= Désirée H. Ladwig =

German economist

Désirée H. Ladwig (born December 18, 1964) is a German economist.

==Early life==
Désirée Ladwig attended high school Harksheide in Norderstedt (Schleswig-Holstein). She studied Business Administration and Economics at the University of Hamburg and graduated in Business Administration (1989) and Economics (1994). From 1990 to 1995 Désirée Ladwig was scientific assistant at the Institute of Human Resources and International Management at the Helmut Schmidt University Hamburg. In 1995 she obtained her doctorate with a dissertation called "research and development cooperation in small and medium-sized enterprises - an empirical and conceptual contribution to the process management of R & D cooperation" and was subsequently postdoctoral research assistant.

==Career==
In 2002 she was appointed as professor for life (Berlin Higher Education Act) at SRH Hochschule Berlin. There she was responsible for the business management program and the development of master's degree programs. Since 2008 she is Professor of Business Administration and Human Resource Management at the Fachhochschule Lübeck (FHL) at the Department of Mechanical Engineering and Business Administration. In 2011, she developed and implemented the Career Development Center (CDC) at the FHL.

==Interaction==
Since 1995, Ladwig has worked as consultant in human resources, organization and management.
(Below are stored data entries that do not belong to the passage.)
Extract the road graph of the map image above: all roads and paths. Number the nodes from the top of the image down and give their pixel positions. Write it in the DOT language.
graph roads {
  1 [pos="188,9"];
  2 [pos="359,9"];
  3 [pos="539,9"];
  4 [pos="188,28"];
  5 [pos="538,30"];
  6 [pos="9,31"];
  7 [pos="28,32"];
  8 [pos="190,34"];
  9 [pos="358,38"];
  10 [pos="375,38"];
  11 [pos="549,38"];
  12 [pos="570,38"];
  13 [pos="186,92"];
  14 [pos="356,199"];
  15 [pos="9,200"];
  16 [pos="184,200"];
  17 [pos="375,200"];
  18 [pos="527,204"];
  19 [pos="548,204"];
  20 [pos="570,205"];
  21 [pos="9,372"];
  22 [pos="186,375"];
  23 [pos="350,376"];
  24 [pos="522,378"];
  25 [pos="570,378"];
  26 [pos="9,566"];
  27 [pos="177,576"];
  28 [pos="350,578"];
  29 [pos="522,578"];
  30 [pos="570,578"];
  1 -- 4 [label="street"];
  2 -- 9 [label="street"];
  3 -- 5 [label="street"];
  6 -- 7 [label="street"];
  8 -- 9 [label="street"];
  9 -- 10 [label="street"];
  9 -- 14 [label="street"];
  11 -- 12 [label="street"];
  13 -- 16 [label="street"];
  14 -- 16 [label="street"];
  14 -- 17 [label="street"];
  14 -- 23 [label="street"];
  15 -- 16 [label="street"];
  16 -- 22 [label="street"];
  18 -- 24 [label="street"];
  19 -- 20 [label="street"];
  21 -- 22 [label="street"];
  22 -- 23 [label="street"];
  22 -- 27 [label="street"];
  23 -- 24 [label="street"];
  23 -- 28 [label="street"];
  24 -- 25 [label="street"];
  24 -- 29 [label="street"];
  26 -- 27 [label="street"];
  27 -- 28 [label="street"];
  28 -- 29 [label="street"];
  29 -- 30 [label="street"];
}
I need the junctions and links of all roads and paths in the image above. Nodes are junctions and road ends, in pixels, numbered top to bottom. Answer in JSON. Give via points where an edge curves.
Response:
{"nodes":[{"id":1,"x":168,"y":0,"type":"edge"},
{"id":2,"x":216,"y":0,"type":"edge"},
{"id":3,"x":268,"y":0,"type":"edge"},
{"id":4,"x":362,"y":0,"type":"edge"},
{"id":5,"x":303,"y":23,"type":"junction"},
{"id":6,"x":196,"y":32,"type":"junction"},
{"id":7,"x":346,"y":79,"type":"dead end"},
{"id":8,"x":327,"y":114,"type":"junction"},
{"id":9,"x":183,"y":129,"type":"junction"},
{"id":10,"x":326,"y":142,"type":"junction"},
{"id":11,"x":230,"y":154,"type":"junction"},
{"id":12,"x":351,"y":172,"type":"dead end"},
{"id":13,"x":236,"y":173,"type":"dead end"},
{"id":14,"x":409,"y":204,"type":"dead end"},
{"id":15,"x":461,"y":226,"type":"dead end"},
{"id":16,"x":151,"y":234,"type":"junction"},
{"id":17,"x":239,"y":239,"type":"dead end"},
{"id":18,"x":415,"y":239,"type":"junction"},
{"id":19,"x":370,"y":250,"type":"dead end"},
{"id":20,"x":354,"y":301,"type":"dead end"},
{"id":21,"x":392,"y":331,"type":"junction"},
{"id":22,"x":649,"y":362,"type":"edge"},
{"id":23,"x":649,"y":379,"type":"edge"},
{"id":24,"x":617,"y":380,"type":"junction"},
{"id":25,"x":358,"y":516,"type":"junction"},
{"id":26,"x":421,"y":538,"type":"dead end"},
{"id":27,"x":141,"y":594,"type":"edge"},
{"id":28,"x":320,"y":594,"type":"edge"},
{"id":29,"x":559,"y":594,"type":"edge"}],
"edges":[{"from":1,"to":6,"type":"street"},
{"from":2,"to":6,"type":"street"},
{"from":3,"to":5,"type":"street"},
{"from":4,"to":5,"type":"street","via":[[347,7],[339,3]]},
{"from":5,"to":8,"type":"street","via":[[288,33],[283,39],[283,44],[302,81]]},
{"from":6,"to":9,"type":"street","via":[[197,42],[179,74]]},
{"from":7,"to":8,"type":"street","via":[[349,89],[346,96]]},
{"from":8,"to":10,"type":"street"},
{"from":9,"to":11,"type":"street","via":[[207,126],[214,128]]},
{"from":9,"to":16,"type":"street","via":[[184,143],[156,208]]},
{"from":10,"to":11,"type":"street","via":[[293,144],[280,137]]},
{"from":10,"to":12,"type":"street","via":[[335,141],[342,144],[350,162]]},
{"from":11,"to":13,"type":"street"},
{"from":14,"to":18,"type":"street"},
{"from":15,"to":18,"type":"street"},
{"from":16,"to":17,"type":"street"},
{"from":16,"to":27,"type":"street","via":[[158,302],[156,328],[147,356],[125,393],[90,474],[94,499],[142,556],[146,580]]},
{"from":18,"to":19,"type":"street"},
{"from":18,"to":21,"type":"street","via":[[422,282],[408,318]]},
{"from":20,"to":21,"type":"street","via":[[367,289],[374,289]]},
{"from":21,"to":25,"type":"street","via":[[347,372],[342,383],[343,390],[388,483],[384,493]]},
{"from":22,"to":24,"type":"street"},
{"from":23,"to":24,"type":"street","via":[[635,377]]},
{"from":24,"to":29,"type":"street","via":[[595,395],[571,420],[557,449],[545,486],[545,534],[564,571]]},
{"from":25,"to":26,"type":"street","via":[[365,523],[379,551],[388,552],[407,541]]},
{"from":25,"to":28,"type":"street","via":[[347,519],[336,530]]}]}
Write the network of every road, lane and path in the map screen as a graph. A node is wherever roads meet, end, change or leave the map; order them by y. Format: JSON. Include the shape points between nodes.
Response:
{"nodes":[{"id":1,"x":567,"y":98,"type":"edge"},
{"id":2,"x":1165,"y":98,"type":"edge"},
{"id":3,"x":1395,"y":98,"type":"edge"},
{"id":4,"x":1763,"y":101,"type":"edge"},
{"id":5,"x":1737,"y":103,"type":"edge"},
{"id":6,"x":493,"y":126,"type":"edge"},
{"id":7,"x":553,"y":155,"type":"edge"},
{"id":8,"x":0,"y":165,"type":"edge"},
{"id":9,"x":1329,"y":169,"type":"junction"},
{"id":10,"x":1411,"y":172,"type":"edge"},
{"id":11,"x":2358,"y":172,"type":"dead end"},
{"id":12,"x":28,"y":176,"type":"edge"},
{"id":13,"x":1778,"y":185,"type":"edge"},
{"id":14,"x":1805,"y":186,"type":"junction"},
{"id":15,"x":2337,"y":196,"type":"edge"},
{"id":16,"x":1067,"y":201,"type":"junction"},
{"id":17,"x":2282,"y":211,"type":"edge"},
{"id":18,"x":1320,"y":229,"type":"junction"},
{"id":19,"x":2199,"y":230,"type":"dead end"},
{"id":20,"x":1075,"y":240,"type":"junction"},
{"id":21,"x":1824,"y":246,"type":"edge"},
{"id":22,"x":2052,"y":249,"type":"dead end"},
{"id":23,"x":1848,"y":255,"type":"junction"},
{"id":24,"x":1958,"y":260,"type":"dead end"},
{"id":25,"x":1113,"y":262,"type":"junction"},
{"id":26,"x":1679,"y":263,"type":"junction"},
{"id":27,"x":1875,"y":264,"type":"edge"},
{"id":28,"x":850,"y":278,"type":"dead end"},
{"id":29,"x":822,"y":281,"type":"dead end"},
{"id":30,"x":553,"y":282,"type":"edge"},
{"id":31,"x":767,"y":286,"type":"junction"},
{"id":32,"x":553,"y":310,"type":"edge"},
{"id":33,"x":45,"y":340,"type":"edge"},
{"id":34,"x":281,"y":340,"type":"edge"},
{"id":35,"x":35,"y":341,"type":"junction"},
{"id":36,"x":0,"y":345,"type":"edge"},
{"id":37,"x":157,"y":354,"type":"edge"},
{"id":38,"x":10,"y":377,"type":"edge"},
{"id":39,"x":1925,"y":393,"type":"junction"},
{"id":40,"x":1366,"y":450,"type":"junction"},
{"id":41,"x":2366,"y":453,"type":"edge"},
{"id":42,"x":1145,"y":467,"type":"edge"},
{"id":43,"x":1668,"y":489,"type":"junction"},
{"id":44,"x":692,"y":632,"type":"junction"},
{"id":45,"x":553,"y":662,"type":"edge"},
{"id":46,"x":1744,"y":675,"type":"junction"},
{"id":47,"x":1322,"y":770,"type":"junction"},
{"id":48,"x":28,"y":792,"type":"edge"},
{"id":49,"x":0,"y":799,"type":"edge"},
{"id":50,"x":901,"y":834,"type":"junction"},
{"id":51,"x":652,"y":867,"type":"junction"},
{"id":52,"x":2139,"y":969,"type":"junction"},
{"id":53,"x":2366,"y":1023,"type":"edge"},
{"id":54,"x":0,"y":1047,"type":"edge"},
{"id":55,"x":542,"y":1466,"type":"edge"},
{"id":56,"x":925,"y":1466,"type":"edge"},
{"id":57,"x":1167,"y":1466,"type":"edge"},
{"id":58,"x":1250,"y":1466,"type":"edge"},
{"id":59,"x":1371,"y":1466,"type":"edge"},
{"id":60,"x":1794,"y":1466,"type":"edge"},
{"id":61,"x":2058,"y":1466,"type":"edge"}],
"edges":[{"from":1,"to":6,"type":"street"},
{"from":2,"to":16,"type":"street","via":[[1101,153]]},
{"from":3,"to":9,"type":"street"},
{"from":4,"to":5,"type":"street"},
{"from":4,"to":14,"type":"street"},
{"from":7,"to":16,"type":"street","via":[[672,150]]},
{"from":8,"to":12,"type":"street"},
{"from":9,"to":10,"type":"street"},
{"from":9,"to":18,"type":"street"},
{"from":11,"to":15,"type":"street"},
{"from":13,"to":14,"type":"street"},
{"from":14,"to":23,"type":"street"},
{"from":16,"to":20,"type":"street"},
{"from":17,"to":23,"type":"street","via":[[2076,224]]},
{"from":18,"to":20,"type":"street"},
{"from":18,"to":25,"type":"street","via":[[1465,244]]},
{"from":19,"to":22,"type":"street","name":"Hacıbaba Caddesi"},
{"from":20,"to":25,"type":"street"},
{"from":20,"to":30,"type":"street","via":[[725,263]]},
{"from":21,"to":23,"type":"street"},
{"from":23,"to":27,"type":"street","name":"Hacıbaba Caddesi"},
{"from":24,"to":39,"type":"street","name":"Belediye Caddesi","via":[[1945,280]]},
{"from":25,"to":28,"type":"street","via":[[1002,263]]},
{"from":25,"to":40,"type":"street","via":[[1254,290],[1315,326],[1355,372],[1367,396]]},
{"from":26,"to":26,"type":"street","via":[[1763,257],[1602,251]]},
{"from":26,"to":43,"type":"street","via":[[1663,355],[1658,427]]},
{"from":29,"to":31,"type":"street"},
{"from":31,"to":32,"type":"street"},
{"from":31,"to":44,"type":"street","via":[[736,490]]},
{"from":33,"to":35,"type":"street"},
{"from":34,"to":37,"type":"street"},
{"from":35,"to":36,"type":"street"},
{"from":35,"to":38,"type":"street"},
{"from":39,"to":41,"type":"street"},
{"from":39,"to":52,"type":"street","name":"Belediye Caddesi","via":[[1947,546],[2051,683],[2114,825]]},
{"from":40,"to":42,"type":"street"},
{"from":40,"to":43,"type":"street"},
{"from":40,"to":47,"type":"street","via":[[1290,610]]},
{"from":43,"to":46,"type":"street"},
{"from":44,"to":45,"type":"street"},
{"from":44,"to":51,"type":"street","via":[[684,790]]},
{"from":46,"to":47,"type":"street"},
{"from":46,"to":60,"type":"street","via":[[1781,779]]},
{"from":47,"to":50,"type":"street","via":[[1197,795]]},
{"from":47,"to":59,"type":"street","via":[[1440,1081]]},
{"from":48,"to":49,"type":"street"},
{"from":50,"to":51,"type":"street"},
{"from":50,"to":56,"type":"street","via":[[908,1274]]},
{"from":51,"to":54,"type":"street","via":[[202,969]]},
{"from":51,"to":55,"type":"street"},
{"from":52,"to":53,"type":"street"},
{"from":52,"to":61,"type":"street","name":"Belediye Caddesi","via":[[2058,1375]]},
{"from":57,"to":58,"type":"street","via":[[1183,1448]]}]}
She has accomplished a variety of consulting projects in industry and public administration on issues such as attitude survey, personnel and organizational development, strategy development, management guidelines, flexible working hours and career concepts. From 1997 to 2000 Désirée Ladwig led the international network "work life balance" of the European Commission (DGV). She is guiding the community of practise “genderdax”. Her current research focuses on knowledge transfer management, diversity management, interim management, gender studies, innovative working (time) models, retention management, career models and especially technical careers, expatriation and intercultural management.

==Books==
- Fachlaufbahnen, (Hrsg. zus. mit Michel E. Domsch), Köln 2011.
- Exit matters, (Hrsg. zus. mit Jürgen Kunze und Michael Hartmann), Frankfurt a.M. 2011.
- Handbuch Mitarbeiterbefragungen, (Hrsg. zus. mit Michel E. Domsch), Heidelberg et al., 3. Aufl. 2013.
- Gender Equality in Eastern European Countries – Chances and Perspectives of Highly Qualified Women in the Labour Market,(hrsg. zus. mit Michel E. Domsch und Eliane Tenten), Frankfurt/M. 2003.
- Reconciliation of Family and Work in Eastern European Countries, (hrsg. zus. mit Michel E. Domsch), Frankfurt/M. et al. 2000.
- F/E-Kooperationen im Mittelstand - Grundlagen für ein erfolgreiches Prozeßmanagement, Dissertation veröffentlicht in der Schriftenreihe "technologie / management", Müller-Mehrbach, Heiner (Hrsg.), Wiesbaden 1996.
- Innovation durch Partizipation. Eine erfolgversprechende Strategie für den Mittelstand, (zus. mit Michel E. Domsch und Sven H.A. Siemers), Band 14 der Schriftenreihe „Management von Forschung, Entwicklung und Innovation", Brockhoff, K. und Domsch, M.E. (Hrsg.), Stuttgart 1995.
- Teilzeitarbeit für Führungskräfte. Eine empirische Analyse am Beispiel des hamburgischen öffentlichen Dienstes, (zus. mit Michel E. Domsch, Klemens Kleiminger und Christiane Strasse), München und Mering 1994.